_Problem details_.
Take each line of the data that contains the string "ImageSurface" and copy it.
# # # # #
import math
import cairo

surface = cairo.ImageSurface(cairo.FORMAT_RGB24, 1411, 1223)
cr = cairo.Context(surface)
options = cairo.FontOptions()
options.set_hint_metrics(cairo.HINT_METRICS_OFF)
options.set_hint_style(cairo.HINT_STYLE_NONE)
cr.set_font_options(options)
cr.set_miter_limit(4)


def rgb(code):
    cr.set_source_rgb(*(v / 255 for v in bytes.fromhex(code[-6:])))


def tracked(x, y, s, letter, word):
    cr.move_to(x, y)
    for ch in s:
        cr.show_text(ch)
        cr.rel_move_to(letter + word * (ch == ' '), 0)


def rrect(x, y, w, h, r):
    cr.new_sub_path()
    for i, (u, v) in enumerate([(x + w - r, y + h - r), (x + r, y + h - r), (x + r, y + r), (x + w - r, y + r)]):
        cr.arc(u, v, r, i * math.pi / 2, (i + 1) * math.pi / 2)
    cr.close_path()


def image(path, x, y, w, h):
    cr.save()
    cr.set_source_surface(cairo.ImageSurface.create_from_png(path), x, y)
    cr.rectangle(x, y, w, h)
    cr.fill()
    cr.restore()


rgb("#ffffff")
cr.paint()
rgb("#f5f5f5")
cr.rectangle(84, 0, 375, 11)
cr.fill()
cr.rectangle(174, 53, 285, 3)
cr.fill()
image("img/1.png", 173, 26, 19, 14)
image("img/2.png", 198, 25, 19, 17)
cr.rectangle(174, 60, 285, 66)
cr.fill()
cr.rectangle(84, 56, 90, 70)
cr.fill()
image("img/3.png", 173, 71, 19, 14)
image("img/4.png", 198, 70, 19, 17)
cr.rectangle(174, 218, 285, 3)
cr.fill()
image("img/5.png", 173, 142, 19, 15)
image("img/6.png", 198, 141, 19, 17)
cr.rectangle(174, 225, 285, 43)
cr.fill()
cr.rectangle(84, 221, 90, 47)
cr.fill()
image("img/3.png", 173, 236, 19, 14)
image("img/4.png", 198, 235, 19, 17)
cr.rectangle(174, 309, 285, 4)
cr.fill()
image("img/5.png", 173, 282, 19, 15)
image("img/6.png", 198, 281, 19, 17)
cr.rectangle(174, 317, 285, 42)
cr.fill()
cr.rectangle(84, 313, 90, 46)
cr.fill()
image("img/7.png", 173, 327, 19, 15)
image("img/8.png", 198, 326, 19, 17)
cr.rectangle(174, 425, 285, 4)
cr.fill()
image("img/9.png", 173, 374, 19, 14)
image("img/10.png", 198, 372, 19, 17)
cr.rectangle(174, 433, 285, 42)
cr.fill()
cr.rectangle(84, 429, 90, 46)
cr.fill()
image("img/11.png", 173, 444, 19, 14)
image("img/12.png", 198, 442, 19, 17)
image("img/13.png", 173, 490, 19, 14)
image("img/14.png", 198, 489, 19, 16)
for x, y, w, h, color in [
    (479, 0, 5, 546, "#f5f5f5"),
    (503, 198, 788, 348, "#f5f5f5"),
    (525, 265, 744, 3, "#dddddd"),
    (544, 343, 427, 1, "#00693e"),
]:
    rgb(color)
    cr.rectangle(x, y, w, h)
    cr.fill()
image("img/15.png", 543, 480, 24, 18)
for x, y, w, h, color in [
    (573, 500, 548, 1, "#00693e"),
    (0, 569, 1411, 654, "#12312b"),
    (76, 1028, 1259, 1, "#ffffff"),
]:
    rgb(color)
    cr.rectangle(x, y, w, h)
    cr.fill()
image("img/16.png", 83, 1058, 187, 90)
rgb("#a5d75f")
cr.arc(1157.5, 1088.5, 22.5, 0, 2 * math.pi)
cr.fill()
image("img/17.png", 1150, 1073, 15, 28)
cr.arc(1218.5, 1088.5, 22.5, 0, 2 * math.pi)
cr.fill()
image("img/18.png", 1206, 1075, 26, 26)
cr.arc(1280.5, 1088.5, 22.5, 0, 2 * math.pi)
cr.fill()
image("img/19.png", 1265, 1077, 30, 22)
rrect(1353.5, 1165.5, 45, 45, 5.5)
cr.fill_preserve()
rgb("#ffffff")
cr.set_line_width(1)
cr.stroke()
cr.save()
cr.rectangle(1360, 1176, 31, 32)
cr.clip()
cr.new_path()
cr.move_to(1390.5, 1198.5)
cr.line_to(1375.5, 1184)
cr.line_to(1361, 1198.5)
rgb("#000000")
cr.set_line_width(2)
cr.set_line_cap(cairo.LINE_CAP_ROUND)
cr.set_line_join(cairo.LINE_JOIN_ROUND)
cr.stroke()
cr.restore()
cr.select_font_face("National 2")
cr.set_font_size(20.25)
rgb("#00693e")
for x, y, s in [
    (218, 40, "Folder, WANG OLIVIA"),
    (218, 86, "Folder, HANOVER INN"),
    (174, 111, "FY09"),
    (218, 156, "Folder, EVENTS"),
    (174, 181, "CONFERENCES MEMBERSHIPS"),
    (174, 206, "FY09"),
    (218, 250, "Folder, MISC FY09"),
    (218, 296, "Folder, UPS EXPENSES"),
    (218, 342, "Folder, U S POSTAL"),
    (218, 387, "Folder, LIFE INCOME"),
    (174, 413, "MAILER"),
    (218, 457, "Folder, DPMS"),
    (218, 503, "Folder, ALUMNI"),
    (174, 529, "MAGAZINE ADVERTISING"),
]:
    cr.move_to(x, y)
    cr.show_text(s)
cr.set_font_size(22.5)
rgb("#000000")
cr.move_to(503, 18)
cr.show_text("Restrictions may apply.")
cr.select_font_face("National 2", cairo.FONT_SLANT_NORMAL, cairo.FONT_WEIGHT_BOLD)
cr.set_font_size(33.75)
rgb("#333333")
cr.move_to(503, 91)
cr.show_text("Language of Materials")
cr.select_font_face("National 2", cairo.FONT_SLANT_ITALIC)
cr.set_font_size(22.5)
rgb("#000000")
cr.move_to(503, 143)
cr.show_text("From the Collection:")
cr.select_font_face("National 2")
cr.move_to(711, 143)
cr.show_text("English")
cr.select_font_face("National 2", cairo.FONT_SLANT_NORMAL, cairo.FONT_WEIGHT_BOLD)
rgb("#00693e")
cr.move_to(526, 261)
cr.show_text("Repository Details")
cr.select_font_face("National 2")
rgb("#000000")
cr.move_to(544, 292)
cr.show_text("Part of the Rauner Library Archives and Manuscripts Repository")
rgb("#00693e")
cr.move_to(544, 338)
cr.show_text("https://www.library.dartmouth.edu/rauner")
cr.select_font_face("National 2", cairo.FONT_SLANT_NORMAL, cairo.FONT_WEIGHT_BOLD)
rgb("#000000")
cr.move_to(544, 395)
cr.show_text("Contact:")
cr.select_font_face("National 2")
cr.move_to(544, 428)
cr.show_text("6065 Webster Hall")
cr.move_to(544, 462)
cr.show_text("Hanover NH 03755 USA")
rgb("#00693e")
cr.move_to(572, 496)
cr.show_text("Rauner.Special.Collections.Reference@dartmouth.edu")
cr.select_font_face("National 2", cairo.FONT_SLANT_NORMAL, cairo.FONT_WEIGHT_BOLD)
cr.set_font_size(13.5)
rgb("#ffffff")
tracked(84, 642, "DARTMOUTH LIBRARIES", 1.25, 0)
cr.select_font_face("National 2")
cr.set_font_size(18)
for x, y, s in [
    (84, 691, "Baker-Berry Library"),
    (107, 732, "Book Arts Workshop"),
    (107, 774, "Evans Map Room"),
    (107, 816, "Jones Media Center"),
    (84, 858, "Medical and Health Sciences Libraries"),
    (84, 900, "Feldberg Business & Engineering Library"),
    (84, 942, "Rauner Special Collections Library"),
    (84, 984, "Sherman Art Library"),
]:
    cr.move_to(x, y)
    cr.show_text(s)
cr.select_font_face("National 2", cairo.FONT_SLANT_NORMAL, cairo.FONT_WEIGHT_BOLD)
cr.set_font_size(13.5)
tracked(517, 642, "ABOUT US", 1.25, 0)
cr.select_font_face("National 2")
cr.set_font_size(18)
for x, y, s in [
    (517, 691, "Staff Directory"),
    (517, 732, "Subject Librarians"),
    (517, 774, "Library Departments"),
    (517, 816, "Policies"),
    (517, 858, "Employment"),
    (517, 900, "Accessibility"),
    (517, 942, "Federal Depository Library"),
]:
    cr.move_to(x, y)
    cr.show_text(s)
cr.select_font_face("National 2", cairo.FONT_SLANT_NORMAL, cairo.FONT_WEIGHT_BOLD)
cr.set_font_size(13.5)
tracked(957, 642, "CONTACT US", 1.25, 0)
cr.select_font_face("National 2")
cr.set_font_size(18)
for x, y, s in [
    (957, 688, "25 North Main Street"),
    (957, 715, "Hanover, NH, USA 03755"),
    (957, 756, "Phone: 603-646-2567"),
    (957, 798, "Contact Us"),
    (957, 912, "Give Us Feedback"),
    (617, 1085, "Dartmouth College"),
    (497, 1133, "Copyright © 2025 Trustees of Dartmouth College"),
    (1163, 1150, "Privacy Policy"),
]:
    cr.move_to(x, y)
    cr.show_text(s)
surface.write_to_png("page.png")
# # # # #
_Solved exercise_.
surface = cairo.ImageSurface(cairo.FORMAT_RGB24, 1411, 1223)
    cr.set_source_surface(cairo.ImageSurface.create_from_png(path), x, y)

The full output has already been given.